**Provided material**
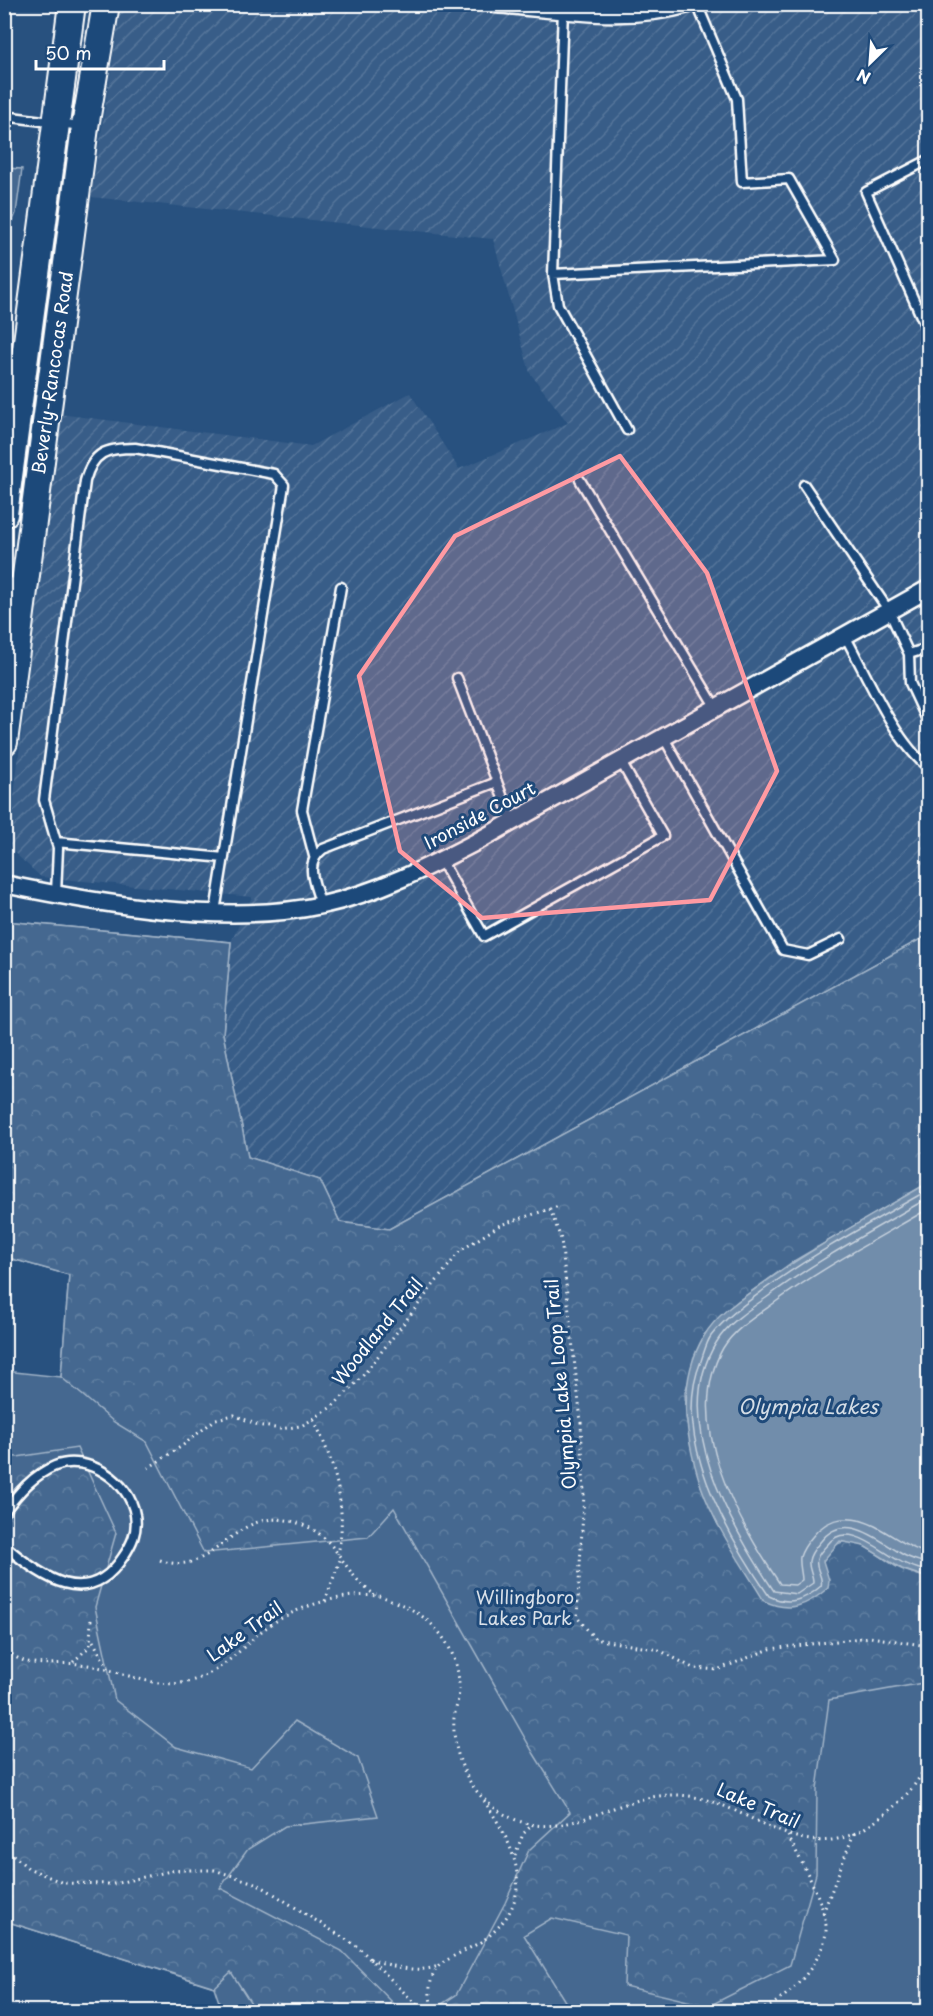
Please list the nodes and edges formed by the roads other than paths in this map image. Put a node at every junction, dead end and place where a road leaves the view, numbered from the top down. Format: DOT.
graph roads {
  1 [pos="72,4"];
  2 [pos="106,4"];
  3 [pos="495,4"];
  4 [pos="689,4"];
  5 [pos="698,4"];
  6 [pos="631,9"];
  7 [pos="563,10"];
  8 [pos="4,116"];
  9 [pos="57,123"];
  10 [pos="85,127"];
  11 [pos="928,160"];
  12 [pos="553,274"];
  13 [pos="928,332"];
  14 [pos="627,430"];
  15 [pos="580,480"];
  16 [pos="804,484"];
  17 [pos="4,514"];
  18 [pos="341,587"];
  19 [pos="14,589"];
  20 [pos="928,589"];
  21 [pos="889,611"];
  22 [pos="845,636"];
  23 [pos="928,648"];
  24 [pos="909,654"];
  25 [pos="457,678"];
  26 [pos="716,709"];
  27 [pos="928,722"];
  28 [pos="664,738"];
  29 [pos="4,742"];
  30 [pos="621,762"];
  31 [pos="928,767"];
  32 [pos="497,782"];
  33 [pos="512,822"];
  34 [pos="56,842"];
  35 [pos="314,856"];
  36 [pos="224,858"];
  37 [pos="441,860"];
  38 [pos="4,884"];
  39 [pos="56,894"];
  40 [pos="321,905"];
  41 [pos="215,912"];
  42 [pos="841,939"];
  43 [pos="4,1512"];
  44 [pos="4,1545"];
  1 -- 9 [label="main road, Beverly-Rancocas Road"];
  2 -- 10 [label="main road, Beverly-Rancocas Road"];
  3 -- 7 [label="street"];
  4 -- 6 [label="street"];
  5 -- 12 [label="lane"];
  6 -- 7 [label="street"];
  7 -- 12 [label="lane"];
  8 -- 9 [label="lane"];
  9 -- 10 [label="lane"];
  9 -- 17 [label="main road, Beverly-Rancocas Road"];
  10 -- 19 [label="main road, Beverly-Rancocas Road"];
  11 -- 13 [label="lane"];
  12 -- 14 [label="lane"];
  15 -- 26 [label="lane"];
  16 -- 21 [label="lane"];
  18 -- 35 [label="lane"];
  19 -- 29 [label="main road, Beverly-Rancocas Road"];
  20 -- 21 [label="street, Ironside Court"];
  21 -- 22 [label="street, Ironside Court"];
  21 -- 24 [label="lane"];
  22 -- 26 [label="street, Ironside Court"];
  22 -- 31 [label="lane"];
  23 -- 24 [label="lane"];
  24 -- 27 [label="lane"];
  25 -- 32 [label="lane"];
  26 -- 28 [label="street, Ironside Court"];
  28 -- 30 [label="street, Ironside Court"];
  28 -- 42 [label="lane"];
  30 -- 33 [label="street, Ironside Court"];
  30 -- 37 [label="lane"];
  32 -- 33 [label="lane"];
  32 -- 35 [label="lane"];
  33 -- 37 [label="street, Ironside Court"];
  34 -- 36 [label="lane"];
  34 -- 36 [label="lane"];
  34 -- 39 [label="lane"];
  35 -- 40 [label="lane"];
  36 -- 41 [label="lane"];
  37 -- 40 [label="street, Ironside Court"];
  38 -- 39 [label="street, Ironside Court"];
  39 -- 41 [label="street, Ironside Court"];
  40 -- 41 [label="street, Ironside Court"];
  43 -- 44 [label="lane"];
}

* * *

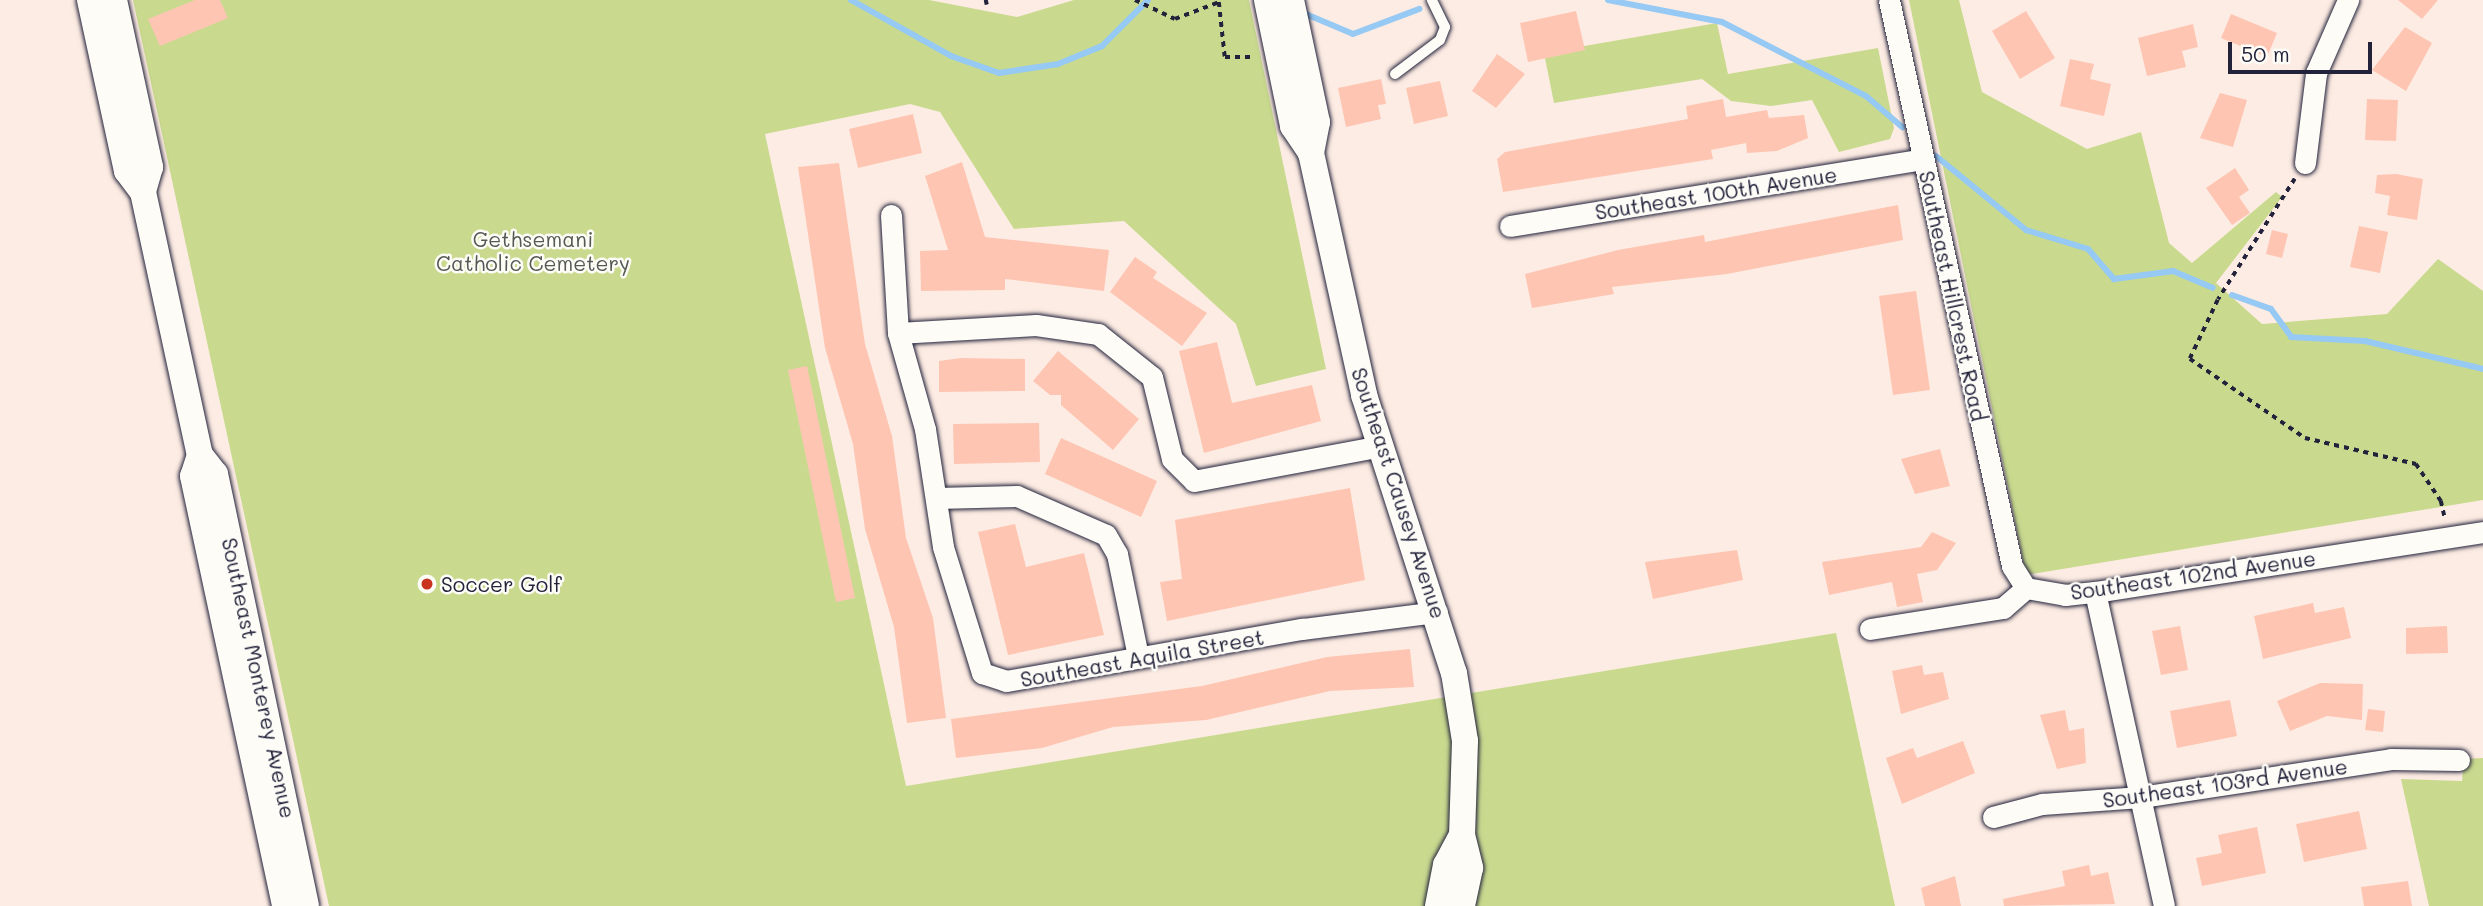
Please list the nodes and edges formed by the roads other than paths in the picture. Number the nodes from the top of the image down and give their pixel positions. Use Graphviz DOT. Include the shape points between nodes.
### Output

---

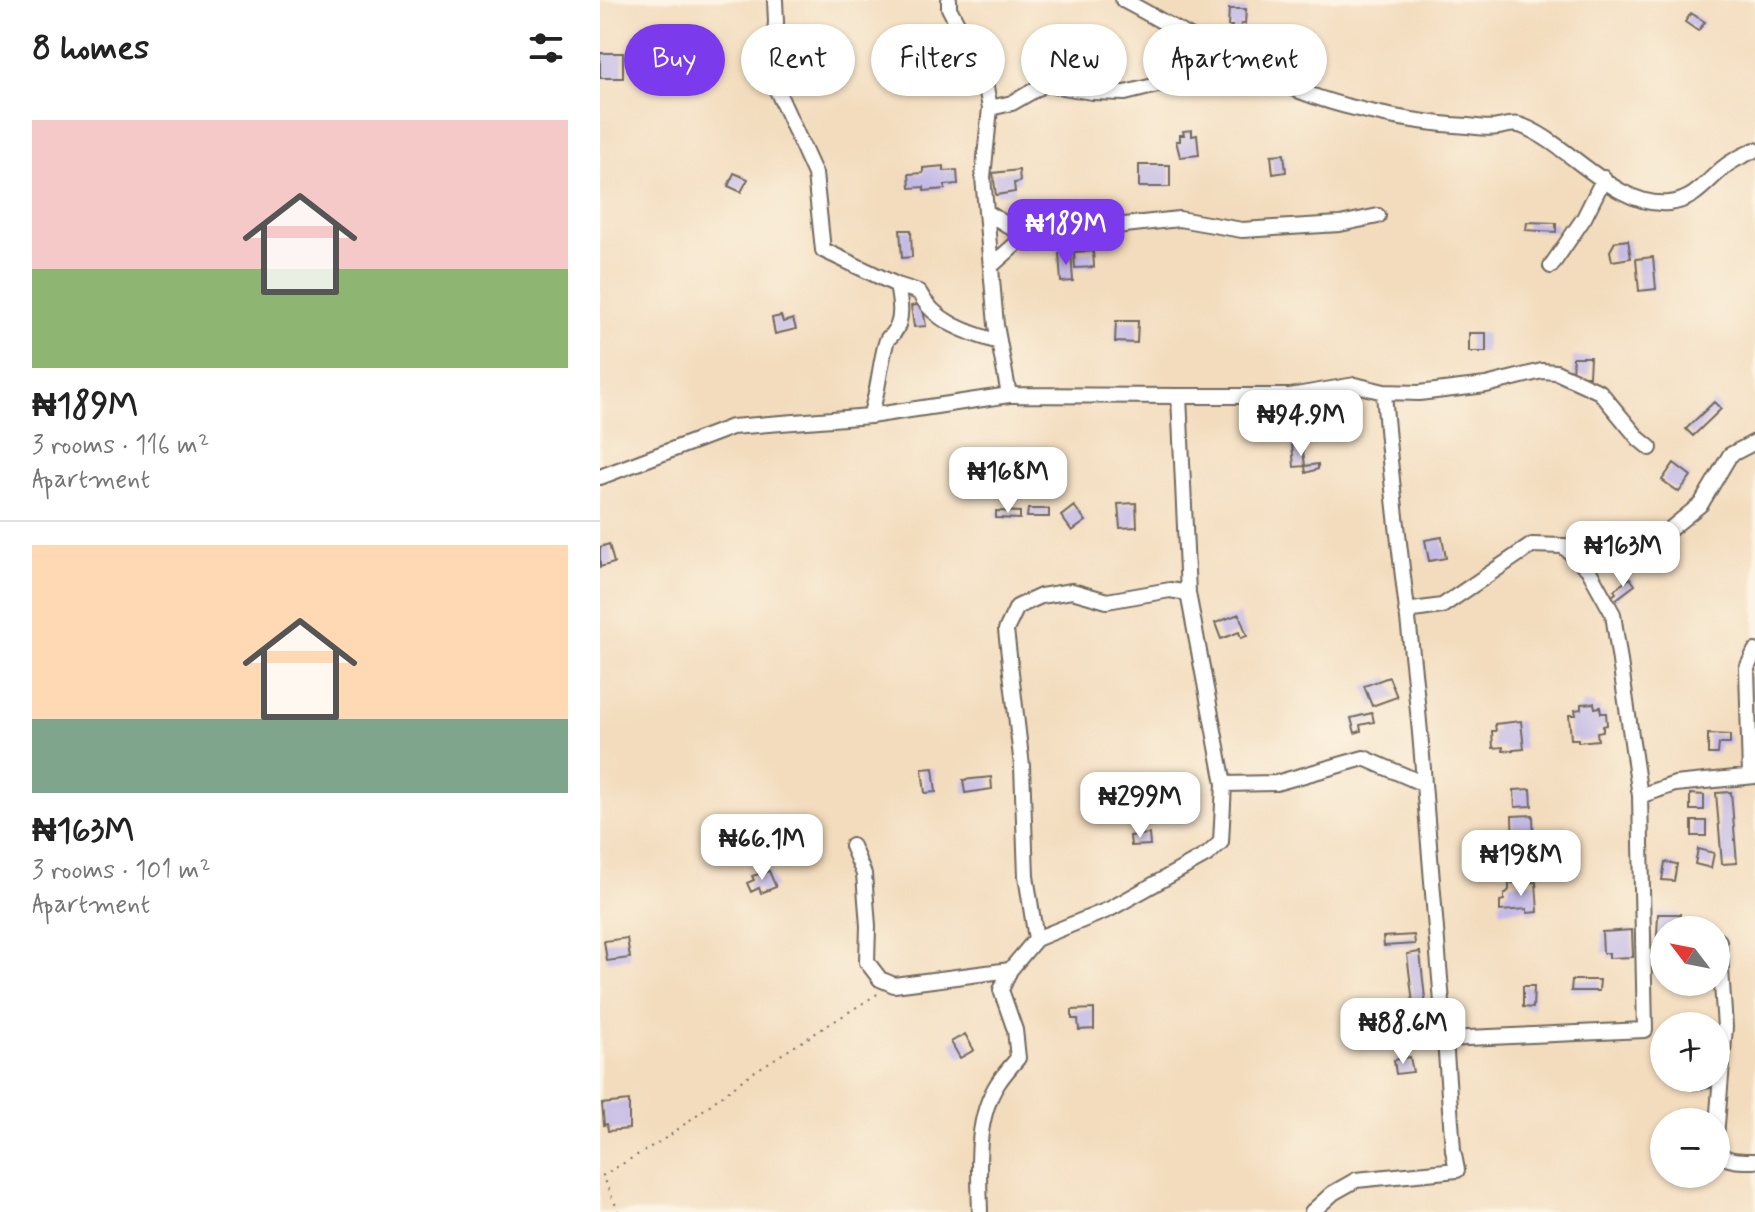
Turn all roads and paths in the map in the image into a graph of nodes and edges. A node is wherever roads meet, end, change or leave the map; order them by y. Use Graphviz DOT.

**Description of the task**
The expected answer holds each line from the listing above where the string "Graphviz" is present.

**Result**
Please list the nodes and edges formed by the roads other than paths in the picture. Number the nodes from the top of the image down and give their pixel positions. Use Graphviz DOT. Include the shape points between nodes.
Turn all roads and paths in the map in the image into a graph of nodes and edges. A node is wherever roads meet, end, change or leave the map; order them by y. Use Graphviz DOT.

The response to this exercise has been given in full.